Its real, act now to save planet
Pope Francis yesterday urged the world to act quickly to prevent "extraordinary" climate change from destroying the planet and said wealthy countries must bear responsibility for creating the problem and for solving it.
In a radically worded letter addressed to every person on the planet, the leader of the world's 1.2 billion Catholics blames human greed for the critical situation "Our Sister, mother Earth" now finds itself in.
"This sister now cries out to us because of the harm we have inflicted on her by our irresponsible use and abuse of the goods with which God has endowed her," he writes in his long-anticipated Encyclical on the environment.
Arguing that environmental damage is intimately linked to global inequality, he goes on to say that doomsday predictions can no longer be dismissed and that: "The earth, our home, is beginning to look more and more like an immense pile of filth."
Green activists hailed the charismatic Argentinian pontiff's widely-trailed intervention as a potential game-changer in the debate over what causes global warming and how to reverse it.
"Everyone, whether religious or secular, can and must respond to this clarion call for bold urgent action,"said Kumi Naido, the International Executive Director of Greenpeace.

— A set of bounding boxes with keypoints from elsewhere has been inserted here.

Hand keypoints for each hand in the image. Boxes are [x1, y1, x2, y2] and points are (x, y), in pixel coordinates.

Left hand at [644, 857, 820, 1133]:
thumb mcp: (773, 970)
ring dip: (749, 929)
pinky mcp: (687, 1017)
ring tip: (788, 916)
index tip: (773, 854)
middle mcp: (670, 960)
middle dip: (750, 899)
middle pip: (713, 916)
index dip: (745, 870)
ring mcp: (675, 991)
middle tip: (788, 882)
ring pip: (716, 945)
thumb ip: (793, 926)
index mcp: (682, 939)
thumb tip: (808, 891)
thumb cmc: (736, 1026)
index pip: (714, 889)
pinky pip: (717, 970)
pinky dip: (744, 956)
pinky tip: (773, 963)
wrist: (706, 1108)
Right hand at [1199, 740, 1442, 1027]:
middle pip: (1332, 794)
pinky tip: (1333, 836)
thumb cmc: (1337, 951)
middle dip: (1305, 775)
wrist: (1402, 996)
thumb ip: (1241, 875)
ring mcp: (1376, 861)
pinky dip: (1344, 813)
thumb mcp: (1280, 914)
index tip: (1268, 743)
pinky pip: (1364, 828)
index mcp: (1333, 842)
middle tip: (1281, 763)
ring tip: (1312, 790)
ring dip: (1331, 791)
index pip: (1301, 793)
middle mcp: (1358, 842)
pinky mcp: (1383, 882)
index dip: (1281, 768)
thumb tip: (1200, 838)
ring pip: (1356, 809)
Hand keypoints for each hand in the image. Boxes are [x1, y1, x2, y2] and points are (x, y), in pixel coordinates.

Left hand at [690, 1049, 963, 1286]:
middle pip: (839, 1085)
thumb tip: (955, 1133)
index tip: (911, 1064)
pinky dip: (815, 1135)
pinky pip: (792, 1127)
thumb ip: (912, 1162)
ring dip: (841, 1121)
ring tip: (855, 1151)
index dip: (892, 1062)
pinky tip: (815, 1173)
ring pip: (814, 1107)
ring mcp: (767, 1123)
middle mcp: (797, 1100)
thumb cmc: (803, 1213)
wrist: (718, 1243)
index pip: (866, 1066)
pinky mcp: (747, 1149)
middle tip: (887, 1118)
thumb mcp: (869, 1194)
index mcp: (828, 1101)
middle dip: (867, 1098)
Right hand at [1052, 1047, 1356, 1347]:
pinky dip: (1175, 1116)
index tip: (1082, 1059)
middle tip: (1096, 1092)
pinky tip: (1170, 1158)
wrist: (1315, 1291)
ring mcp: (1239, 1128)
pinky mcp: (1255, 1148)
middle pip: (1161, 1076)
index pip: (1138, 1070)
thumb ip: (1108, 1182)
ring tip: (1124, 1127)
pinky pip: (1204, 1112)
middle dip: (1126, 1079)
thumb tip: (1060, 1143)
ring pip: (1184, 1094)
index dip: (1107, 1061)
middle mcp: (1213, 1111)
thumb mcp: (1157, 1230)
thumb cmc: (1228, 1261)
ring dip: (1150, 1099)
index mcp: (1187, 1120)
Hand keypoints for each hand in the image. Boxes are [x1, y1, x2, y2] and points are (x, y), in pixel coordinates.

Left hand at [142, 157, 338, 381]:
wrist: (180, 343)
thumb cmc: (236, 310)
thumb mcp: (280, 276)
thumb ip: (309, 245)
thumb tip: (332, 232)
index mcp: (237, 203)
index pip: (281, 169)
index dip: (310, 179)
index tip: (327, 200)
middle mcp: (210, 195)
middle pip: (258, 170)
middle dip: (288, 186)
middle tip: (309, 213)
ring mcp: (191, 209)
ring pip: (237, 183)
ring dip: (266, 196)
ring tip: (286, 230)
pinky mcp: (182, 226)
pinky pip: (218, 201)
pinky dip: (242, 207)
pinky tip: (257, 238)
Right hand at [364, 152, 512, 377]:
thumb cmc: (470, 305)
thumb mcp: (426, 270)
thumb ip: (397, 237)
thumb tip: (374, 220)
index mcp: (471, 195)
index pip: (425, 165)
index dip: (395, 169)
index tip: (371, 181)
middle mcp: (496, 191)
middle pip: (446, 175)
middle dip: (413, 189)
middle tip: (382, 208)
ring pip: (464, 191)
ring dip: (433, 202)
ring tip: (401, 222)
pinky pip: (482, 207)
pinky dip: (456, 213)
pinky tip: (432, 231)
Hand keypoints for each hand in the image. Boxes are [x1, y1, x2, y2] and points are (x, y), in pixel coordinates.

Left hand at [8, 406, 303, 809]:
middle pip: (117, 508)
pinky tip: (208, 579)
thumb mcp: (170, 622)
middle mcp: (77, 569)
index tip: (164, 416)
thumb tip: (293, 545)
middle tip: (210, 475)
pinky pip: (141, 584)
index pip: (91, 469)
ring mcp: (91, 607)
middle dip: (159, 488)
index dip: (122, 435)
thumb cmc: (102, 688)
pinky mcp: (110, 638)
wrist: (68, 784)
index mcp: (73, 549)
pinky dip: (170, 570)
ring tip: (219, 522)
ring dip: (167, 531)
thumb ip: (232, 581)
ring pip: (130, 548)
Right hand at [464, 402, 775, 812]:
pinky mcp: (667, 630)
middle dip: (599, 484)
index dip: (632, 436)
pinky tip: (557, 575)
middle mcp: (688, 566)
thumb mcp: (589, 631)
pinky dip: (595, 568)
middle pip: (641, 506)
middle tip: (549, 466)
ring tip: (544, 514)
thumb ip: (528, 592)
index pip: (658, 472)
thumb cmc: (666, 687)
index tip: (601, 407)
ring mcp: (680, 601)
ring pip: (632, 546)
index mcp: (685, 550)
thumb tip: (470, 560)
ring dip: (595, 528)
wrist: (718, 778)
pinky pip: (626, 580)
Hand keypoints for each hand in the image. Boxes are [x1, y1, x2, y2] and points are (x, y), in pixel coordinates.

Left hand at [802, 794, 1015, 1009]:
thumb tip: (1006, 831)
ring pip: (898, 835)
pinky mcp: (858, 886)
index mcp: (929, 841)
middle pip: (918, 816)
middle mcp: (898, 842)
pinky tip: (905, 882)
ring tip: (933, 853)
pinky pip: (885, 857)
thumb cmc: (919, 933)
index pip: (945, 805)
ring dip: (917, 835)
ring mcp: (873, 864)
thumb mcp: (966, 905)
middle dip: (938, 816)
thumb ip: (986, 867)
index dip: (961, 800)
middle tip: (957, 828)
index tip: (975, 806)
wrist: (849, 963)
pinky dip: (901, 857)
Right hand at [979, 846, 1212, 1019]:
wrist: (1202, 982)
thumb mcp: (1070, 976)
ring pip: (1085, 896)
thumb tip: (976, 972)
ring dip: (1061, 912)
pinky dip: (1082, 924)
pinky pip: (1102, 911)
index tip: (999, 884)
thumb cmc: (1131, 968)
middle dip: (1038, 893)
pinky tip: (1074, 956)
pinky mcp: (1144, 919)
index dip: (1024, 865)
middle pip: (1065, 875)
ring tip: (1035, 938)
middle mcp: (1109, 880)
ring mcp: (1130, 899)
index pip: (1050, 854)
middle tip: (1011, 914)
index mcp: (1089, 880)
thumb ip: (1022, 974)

Environmentalists hope the pope's message will significantly increase the pressure for binding restrictions on carbon emissions to be agreed at global talks in Paris at the end of this year.
"If present trends continue, this century may well witness extraordinary climate change and an unprecedented destruction of ecosystems, with serious consequences for all of us," he writes.
Bemoaning the "remarkable" weakness of political responses to this, Francis accuses the sceptics of cynically ignoring or manipulating the scientific evidence.
The consequences of climate change, he argues, will include a rise in sea levels that will directly threaten the quarter of the world's population that lives near or on coastlines, and will be felt most acutely by developing countries.
Highlighting warnings that acute water shortages could arise within decades, he writes that, "the control of water by large multinational business may become a major source of conflict in this century".
One of the strongest themes in the encyclical is that rich countries must accept responsibility for having caused climate change and should "help pay this debt" by cutting their carbon emissions and helping the developing world adopt sustainable forms of energy generation.